UPPAAL adds real-valued clocks to finite-state automata, giving you timed automata. A clock is a variable that increases continuously at rate 1 while time passes in a location, and can be reset to 0 on a transition. Guards on edges and invariants on locations are constraints over these clocks (x >= 10, x < 20, etc.). The semantics are simple in spirit:

• Time passes only in locations whose invariant still holds.

• An edge can fire only when its guard is true.

• Firing an edge can reset clocks and update integer variables.

A network of timed automata is just several of these running in parallel, synchronizing on channels (think Promela/CSP-style chan! / chan? handshakes). UPPAAL adds some practical extras on top: integer variables, broadcast channels, urgent and committed locations, and arrays — all of which you’ll see in the example below.

The property language is a subset of TCTL written in a compact ASCII syntax:

• A[] P — invariantly P on all paths (safety / AG)

• E<> P — P is reachable (EF)

• A<> P — P holds eventually on every path (AF)

• E[] P — there exists a path where P holds always (EG)

• P --> Q — leads-to: every state satisfying P is eventually followed by Q

Clocks and integer variables can appear directly inside P and Q, which is the whole point — it’s what makes the logic timed.

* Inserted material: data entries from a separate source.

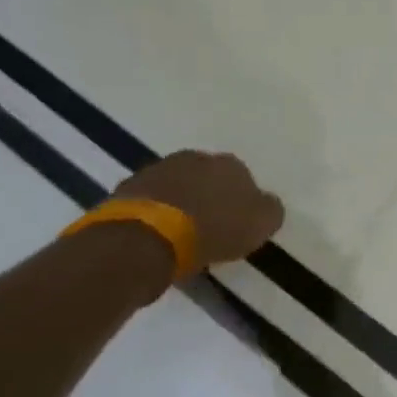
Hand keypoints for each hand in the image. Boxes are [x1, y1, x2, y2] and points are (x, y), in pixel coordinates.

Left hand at [111, 150, 283, 270]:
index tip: (236, 225)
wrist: (146, 238)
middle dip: (208, 196)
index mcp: (230, 164)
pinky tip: (155, 236)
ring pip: (176, 186)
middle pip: (206, 177)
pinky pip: (149, 201)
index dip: (240, 202)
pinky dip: (154, 214)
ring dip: (180, 203)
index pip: (242, 178)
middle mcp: (195, 158)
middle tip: (208, 227)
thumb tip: (266, 204)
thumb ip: (269, 210)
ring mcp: (157, 170)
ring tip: (180, 234)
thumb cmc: (212, 230)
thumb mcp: (260, 225)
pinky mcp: (126, 189)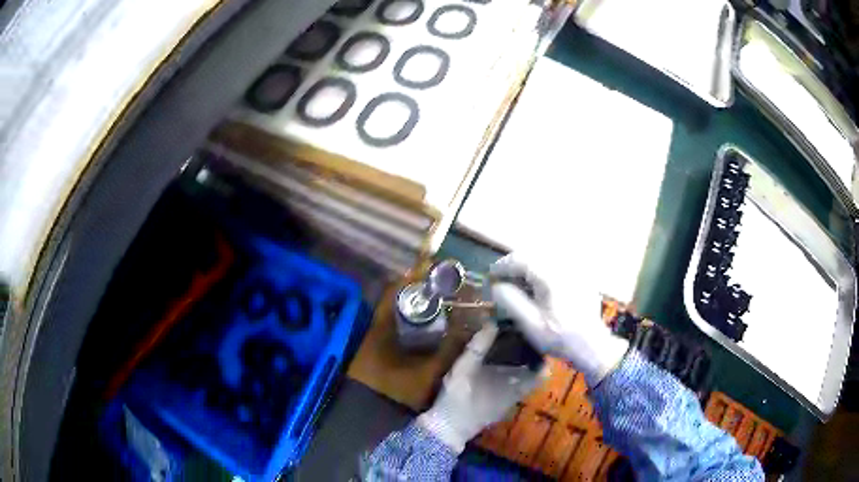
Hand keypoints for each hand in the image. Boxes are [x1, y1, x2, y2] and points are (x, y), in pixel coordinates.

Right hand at [417, 323, 544, 452]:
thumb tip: (492, 322)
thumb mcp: (465, 368)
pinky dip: (507, 376)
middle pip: (532, 375)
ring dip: (518, 366)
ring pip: (520, 382)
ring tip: (509, 346)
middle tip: (522, 337)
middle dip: (529, 357)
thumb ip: (478, 346)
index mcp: (515, 387)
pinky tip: (494, 366)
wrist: (446, 429)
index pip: (542, 372)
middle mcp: (516, 395)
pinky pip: (509, 388)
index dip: (542, 356)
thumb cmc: (459, 398)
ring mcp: (506, 404)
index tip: (537, 338)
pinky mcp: (495, 408)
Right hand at [489, 253, 628, 386]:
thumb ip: (511, 302)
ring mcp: (575, 269)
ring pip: (545, 257)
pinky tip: (540, 286)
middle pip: (533, 254)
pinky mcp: (581, 276)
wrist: (591, 345)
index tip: (491, 276)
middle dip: (515, 264)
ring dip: (529, 266)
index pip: (520, 259)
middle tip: (503, 280)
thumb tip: (496, 286)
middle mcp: (563, 266)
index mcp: (550, 276)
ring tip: (520, 283)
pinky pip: (558, 264)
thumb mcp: (531, 325)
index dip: (502, 265)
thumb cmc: (559, 338)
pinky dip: (544, 270)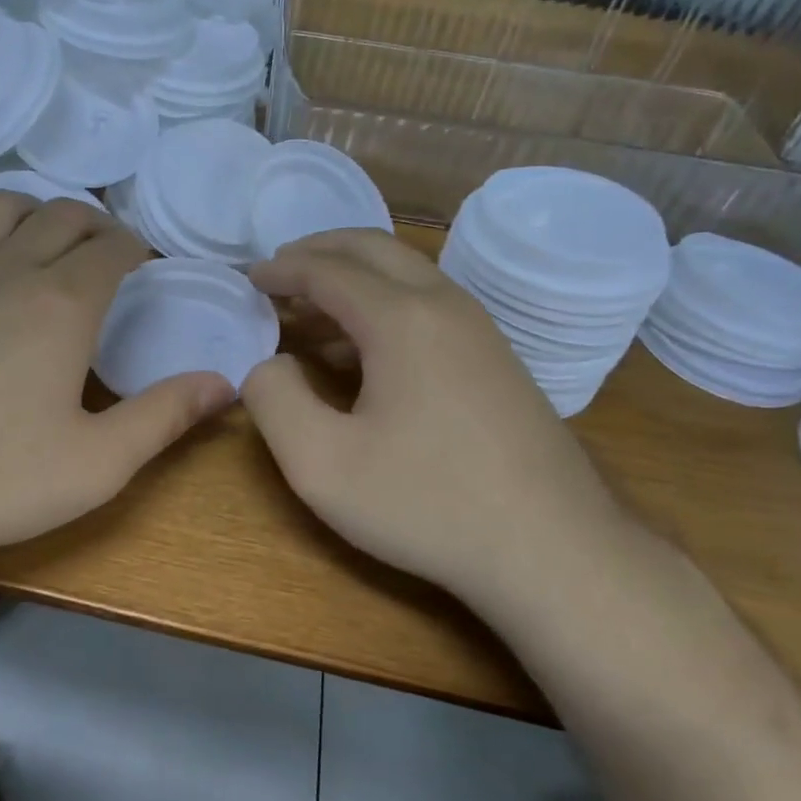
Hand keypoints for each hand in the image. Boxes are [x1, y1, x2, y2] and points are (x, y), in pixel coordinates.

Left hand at [0, 194, 233, 582]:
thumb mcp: (97, 463)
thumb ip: (164, 417)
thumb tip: (225, 384)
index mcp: (61, 304)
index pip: (110, 248)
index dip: (136, 248)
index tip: (147, 265)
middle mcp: (8, 273)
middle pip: (60, 214)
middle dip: (96, 223)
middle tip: (111, 253)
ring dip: (36, 213)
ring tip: (50, 245)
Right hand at [243, 230, 633, 602]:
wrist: (553, 550)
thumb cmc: (427, 504)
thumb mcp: (321, 463)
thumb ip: (273, 400)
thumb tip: (270, 363)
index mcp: (401, 318)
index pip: (327, 270)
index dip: (281, 269)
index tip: (248, 277)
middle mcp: (444, 305)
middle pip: (373, 249)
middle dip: (319, 251)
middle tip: (278, 271)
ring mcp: (479, 330)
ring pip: (405, 275)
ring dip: (352, 278)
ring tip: (308, 310)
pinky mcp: (496, 359)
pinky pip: (428, 306)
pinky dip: (382, 305)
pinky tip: (360, 351)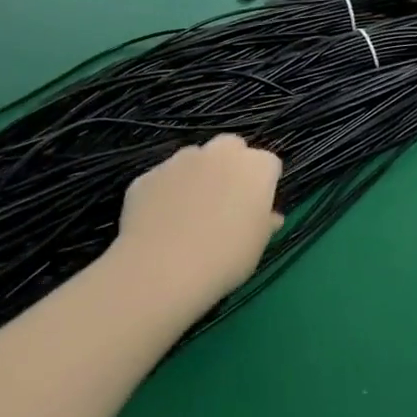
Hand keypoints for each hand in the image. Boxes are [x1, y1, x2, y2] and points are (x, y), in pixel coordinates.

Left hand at [110, 136, 282, 309]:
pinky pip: (163, 179)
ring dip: (197, 175)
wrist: (162, 269)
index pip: (269, 164)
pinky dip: (165, 192)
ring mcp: (180, 161)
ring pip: (194, 159)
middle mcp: (220, 154)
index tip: (257, 206)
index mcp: (256, 168)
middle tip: (226, 199)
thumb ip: (265, 223)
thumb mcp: (258, 246)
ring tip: (189, 211)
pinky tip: (161, 221)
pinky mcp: (148, 176)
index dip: (264, 183)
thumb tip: (269, 217)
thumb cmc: (225, 258)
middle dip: (231, 165)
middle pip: (231, 147)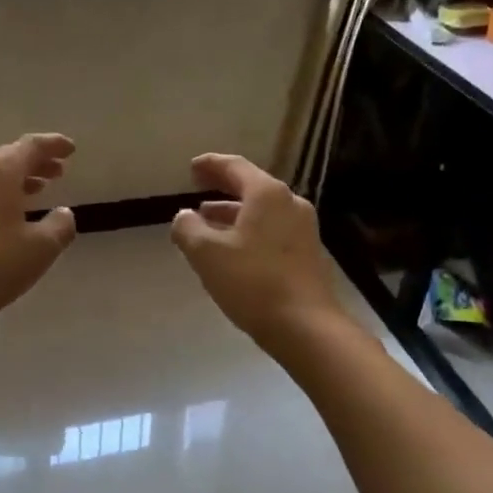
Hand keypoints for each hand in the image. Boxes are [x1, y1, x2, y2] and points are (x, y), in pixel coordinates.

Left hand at [0, 133, 77, 335]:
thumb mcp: (39, 248)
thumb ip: (59, 226)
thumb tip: (64, 213)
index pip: (30, 146)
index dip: (53, 145)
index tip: (71, 149)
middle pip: (8, 157)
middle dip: (35, 162)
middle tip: (58, 171)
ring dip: (17, 179)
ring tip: (39, 189)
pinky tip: (9, 214)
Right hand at [170, 154, 344, 348]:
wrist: (307, 327)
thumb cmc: (253, 282)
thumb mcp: (207, 254)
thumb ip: (188, 229)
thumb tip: (184, 216)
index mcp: (267, 194)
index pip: (235, 167)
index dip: (211, 165)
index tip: (193, 168)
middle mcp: (290, 204)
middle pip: (252, 187)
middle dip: (222, 189)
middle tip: (198, 189)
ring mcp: (304, 229)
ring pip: (262, 212)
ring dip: (234, 214)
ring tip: (208, 222)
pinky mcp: (308, 254)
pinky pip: (272, 231)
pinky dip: (249, 231)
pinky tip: (233, 250)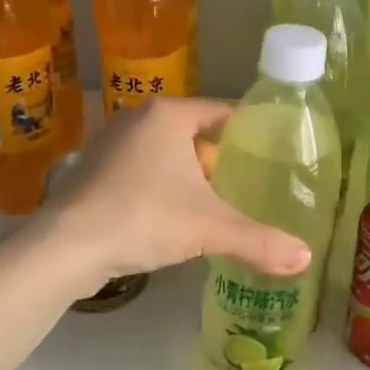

A worked example: the train-gate model¶

The running example for the homework assignment is a classic: several trains approach a gate that can only admit one train at a time. Each train has its own clock x. The gate maintains a FIFO queue of trains waiting to cross.

The skeleton of each train is four locations:

• Safe — not near the gate

• Appr — approaching (synchronizes appr[id]! with the gate, resets x)

• Stop — has been told to wait (entered if the gate is occupied)

• Cross — crossing (synchronizes leave[id]! when done)

The interesting timing constraints:

• A train in Appr can take the Appr → Cross edge only when x >= 10 (it needs time to actually arrive).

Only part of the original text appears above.